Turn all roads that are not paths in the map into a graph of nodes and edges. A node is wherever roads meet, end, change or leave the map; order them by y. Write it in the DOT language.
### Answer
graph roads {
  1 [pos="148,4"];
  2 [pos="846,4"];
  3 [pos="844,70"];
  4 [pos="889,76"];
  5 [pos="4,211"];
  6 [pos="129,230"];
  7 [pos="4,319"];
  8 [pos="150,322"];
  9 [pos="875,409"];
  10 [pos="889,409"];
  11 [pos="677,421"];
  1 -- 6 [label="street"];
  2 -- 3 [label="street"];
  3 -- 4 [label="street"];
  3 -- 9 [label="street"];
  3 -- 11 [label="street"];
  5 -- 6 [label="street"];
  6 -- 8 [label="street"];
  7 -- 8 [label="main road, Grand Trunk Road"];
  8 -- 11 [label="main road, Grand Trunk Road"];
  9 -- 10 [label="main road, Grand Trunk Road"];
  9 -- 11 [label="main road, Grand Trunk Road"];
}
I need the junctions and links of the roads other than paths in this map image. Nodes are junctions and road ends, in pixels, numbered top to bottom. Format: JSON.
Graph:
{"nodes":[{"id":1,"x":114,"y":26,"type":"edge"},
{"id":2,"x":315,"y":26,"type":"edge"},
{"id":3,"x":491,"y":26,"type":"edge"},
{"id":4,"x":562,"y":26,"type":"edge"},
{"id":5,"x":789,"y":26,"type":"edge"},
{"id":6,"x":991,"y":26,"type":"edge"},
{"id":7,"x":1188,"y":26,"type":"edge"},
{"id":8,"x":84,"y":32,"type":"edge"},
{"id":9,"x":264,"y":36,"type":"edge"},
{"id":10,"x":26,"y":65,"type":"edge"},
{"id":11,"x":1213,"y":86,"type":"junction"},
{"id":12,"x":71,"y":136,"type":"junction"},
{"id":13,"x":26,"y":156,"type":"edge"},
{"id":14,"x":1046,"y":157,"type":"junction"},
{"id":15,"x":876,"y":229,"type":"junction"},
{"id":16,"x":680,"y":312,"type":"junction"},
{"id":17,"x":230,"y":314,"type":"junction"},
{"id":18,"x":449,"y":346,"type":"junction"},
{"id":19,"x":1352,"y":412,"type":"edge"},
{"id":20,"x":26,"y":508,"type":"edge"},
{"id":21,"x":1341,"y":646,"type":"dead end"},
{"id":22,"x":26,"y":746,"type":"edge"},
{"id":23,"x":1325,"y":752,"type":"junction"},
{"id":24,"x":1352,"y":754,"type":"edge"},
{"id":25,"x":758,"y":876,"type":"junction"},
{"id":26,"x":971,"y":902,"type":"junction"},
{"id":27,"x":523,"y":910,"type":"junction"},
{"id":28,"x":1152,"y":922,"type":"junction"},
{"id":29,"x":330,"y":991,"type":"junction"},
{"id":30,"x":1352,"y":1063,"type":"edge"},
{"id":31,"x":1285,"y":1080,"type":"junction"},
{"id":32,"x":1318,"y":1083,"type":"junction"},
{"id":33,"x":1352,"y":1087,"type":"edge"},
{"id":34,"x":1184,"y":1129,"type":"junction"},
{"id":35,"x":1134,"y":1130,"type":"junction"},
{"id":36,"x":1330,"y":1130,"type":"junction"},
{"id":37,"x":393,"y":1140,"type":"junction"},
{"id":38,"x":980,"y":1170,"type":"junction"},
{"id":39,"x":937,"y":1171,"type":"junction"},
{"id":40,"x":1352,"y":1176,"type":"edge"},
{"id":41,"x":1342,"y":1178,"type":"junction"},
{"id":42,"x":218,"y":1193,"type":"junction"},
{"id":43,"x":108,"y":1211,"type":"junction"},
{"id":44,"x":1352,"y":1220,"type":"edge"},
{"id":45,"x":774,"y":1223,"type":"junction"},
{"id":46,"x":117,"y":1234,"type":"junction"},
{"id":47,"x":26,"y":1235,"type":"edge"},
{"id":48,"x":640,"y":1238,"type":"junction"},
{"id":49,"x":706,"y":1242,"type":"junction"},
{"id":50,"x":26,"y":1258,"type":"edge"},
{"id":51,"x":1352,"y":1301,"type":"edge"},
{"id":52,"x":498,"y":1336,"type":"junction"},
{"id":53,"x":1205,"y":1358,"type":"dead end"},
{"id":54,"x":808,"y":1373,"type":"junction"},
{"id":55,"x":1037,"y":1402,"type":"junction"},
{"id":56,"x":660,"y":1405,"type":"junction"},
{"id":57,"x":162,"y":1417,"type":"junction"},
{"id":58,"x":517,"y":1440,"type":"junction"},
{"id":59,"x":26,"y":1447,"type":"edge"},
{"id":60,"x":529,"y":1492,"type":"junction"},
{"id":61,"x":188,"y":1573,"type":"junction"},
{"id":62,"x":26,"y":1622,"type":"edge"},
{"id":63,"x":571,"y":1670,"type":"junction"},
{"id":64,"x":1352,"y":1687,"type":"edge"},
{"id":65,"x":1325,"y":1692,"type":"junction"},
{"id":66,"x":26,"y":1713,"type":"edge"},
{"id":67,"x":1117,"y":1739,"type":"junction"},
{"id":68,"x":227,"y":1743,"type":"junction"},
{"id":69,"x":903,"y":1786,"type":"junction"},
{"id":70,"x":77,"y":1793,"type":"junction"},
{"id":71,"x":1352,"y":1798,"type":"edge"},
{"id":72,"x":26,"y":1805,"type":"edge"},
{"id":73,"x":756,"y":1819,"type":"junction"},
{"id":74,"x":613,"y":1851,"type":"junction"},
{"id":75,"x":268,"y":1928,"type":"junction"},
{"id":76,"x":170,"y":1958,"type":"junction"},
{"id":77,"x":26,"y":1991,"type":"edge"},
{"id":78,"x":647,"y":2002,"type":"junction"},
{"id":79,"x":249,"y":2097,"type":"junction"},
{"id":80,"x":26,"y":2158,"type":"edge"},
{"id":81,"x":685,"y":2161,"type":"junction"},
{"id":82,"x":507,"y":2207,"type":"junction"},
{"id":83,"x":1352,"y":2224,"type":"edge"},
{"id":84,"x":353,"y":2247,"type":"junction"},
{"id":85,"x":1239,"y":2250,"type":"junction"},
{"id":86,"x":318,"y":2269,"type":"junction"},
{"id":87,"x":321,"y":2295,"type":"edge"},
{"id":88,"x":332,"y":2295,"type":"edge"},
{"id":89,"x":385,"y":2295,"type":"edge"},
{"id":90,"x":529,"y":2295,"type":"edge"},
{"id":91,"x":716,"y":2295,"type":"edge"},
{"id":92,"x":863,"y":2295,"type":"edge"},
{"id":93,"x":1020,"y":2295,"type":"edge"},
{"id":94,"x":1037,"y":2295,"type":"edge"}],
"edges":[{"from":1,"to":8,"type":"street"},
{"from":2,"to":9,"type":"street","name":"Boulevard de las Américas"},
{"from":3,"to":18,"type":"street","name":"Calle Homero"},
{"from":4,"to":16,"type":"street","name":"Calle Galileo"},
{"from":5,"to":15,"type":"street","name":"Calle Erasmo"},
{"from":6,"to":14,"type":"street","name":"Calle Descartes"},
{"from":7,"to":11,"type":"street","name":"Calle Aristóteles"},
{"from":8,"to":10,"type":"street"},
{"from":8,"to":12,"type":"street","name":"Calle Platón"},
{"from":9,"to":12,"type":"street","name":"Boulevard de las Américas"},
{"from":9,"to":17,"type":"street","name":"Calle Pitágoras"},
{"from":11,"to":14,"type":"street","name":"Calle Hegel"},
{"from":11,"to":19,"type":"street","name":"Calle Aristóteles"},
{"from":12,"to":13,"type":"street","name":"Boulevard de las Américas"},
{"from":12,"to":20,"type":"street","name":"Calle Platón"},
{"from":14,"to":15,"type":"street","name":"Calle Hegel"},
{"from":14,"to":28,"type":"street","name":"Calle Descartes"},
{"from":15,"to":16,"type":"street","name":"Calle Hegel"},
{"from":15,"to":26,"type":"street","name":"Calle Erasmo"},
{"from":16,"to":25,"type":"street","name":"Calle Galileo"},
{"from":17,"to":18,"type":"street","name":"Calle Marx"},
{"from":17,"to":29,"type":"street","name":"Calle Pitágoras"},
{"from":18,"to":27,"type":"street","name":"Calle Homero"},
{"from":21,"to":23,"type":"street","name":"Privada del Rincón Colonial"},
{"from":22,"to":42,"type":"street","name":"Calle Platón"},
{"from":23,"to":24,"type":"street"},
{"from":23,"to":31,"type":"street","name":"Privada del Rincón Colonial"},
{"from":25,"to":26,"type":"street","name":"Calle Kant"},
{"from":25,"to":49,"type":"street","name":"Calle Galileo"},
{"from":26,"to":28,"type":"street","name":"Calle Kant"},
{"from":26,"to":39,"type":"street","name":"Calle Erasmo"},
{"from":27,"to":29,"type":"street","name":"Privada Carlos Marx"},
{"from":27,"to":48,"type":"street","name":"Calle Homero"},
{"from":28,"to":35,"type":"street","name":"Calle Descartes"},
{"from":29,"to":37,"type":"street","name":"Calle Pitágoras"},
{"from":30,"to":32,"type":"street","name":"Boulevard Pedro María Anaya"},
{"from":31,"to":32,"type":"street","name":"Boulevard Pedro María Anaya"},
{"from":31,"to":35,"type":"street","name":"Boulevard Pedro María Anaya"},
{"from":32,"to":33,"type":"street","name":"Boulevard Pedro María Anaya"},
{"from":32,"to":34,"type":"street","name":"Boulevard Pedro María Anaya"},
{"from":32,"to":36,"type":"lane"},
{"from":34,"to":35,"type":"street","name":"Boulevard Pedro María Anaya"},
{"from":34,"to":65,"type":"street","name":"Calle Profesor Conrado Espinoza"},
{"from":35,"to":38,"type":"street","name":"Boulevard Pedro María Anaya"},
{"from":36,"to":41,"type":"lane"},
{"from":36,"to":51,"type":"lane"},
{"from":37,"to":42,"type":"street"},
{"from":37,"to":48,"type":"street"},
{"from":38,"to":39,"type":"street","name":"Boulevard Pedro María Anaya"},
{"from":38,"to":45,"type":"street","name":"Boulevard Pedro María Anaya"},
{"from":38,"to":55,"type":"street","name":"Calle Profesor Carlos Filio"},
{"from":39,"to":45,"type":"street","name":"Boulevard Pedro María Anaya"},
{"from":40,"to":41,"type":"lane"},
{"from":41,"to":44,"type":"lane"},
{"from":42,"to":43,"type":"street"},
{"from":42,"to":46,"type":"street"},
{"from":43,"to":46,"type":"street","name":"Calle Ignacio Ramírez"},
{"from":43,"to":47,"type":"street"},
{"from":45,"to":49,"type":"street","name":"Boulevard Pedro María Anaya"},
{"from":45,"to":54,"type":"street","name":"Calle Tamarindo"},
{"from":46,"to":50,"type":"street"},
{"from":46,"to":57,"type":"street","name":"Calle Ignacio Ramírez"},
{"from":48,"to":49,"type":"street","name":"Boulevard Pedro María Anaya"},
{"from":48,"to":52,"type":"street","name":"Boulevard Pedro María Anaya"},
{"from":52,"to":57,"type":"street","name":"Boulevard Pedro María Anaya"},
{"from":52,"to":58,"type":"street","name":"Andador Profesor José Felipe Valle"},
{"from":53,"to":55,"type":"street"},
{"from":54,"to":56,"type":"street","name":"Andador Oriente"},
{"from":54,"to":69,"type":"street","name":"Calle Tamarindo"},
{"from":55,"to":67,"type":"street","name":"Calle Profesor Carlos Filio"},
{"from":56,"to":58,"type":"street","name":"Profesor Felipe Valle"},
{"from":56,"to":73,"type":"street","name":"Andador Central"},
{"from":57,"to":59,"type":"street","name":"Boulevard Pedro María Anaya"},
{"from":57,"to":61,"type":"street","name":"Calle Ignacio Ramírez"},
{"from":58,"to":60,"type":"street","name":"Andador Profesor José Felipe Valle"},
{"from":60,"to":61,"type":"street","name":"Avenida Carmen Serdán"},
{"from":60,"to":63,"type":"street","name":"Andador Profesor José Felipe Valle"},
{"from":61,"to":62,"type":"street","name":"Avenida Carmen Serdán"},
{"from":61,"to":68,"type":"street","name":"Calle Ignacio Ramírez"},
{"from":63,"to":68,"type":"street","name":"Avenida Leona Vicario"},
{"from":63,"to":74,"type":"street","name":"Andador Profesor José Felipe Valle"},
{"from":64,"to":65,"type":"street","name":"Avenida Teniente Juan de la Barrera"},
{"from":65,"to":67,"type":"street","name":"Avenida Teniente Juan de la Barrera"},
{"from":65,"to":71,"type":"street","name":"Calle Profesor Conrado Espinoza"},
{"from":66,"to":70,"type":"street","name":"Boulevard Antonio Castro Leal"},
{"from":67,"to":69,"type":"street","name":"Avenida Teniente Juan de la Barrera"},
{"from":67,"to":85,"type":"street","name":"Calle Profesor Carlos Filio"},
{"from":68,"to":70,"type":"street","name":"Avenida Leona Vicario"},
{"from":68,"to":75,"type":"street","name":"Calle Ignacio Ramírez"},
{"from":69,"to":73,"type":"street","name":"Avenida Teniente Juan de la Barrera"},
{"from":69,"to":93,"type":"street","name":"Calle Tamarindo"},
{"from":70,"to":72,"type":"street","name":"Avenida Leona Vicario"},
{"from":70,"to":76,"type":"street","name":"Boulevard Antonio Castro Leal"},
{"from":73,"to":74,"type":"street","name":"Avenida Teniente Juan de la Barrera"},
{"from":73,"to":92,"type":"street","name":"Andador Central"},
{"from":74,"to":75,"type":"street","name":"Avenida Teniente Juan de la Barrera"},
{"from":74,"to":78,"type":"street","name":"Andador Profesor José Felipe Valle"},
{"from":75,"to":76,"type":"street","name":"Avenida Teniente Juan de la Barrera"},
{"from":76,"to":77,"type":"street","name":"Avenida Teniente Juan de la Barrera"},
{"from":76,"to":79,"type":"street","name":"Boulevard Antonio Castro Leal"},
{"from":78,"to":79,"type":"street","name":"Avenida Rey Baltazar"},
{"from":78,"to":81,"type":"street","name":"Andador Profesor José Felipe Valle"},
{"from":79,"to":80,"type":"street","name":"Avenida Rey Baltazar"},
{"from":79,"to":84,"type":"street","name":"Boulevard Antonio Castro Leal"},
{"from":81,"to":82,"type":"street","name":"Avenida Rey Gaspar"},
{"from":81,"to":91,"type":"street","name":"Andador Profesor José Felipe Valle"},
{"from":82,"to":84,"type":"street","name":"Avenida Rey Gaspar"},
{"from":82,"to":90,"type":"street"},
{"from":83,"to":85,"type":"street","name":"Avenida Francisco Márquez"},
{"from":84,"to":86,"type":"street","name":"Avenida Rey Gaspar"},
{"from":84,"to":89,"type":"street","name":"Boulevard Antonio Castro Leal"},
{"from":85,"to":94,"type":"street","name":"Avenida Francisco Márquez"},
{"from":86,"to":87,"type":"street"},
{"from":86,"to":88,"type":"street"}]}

+ + + +

### EXERCISE
Scan the data above and copy every line with "Platón" in it.

### RESPONSE AREA
{"from":8,"to":12,"type":"street","name":"Calle Platón"},
{"from":12,"to":20,"type":"street","name":"Calle Platón"},
{"from":22,"to":42,"type":"street","name":"Calle Platón"},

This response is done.